§ **Material for this exercise**
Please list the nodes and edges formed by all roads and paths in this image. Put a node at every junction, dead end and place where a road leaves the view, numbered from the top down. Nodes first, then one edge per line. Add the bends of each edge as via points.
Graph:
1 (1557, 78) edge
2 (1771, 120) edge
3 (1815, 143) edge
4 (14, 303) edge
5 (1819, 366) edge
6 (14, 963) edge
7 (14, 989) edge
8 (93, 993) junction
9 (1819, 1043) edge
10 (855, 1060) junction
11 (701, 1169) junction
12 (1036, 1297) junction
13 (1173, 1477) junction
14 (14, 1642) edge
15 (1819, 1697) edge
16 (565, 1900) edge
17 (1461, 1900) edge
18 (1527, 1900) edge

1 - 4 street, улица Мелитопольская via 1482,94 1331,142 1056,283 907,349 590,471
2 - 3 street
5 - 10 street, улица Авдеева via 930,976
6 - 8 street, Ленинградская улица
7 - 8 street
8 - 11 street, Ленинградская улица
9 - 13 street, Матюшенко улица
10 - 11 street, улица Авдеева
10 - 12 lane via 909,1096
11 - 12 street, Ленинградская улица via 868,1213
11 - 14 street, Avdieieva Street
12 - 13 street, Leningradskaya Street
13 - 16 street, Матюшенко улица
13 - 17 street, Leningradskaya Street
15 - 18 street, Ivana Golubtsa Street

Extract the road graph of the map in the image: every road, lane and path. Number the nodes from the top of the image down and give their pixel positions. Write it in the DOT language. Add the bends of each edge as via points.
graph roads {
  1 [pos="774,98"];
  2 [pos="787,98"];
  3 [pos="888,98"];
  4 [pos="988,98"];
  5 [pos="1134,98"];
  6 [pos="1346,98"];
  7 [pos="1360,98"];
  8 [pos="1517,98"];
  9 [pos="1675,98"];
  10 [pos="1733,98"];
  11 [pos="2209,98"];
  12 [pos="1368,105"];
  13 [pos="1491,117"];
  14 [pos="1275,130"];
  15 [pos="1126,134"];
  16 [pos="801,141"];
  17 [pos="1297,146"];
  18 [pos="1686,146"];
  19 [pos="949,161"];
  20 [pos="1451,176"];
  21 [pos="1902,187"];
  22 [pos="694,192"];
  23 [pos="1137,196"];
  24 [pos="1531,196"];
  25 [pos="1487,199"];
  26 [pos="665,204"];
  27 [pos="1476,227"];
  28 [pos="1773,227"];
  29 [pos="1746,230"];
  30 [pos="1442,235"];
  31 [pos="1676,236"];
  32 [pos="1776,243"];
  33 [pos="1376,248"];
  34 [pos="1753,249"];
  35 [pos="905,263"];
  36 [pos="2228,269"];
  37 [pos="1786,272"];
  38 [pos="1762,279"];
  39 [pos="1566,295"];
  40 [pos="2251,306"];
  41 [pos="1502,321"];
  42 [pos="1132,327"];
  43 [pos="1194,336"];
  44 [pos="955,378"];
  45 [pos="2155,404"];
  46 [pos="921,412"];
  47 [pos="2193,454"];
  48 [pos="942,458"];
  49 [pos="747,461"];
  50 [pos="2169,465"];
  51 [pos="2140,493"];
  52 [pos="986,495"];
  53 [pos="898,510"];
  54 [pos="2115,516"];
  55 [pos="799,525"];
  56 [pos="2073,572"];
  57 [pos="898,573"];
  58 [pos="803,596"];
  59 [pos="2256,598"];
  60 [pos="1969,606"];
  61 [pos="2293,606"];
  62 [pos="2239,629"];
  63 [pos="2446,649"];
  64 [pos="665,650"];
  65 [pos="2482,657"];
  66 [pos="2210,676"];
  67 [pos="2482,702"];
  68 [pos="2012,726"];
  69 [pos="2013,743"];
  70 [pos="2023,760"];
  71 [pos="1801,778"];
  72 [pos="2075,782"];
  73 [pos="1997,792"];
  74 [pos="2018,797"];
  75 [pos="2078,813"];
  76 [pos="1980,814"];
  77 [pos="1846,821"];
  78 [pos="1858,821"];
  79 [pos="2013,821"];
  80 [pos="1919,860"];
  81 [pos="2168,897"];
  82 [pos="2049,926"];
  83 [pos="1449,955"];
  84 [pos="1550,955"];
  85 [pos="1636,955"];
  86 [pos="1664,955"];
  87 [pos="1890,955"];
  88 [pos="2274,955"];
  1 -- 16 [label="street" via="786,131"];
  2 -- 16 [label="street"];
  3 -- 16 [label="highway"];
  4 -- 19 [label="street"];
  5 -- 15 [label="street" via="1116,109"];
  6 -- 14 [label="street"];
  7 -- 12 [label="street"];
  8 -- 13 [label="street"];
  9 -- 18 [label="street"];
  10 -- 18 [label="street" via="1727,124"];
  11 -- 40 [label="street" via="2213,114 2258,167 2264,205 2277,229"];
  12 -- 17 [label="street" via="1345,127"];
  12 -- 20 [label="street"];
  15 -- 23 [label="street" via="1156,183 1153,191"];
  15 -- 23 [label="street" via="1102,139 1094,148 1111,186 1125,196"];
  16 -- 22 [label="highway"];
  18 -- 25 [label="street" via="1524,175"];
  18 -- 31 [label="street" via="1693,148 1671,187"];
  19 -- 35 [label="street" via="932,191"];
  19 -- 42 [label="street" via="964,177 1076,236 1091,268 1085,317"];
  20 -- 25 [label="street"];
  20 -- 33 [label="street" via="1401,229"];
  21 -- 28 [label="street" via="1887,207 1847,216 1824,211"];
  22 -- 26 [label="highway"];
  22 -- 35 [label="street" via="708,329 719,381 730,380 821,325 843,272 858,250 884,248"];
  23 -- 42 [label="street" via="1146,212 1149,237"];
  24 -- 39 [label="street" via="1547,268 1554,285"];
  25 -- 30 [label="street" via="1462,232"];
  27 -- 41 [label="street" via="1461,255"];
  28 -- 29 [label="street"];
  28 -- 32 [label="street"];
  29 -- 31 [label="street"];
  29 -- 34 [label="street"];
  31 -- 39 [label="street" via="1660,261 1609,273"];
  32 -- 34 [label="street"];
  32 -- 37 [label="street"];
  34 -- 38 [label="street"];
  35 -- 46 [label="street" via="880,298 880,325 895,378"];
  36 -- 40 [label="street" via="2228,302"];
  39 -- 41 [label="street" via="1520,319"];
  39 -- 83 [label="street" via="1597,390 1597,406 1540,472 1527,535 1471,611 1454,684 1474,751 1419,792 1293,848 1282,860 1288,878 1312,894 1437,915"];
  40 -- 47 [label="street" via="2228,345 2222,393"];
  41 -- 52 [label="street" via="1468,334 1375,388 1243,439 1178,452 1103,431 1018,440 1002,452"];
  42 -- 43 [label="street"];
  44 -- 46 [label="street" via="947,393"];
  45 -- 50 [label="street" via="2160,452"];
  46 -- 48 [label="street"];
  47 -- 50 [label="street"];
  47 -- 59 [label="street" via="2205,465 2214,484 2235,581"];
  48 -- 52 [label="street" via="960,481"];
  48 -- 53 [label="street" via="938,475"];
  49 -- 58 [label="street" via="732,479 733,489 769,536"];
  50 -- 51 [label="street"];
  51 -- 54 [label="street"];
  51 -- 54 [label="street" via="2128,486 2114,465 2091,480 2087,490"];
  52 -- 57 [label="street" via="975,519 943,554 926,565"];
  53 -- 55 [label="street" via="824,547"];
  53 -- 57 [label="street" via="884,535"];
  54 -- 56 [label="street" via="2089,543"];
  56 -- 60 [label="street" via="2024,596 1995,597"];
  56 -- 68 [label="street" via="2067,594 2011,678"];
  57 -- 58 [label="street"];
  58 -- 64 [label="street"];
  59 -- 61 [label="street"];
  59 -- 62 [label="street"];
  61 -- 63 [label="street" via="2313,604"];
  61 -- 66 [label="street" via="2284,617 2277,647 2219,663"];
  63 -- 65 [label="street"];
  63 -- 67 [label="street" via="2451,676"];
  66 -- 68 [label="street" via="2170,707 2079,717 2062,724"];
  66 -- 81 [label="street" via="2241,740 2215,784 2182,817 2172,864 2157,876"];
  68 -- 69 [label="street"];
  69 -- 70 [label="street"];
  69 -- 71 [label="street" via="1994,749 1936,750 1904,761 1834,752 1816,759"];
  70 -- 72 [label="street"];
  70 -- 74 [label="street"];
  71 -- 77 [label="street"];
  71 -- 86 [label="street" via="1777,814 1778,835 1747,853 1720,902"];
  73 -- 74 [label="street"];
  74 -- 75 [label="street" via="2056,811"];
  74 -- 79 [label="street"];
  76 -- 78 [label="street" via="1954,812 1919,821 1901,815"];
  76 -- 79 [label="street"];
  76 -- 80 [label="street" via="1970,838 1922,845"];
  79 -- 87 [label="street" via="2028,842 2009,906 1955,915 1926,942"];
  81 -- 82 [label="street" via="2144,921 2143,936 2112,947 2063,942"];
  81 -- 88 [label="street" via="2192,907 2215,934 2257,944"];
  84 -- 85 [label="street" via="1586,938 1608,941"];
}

§ **What you are asked to do**
For every line above that includes the string "each", copy the line.

§ **Task solution**
Please list the nodes and edges formed by all roads and paths in this image. Put a node at every junction, dead end and place where a road leaves the view, numbered from the top down. Nodes first, then one edge per line. Add the bends of each edge as via points.
Extract the road graph of the map in the image: every road, lane and path. Number the nodes from the top of the image down and give their pixel positions. Write it in the DOT language. Add the bends of each edge as via points.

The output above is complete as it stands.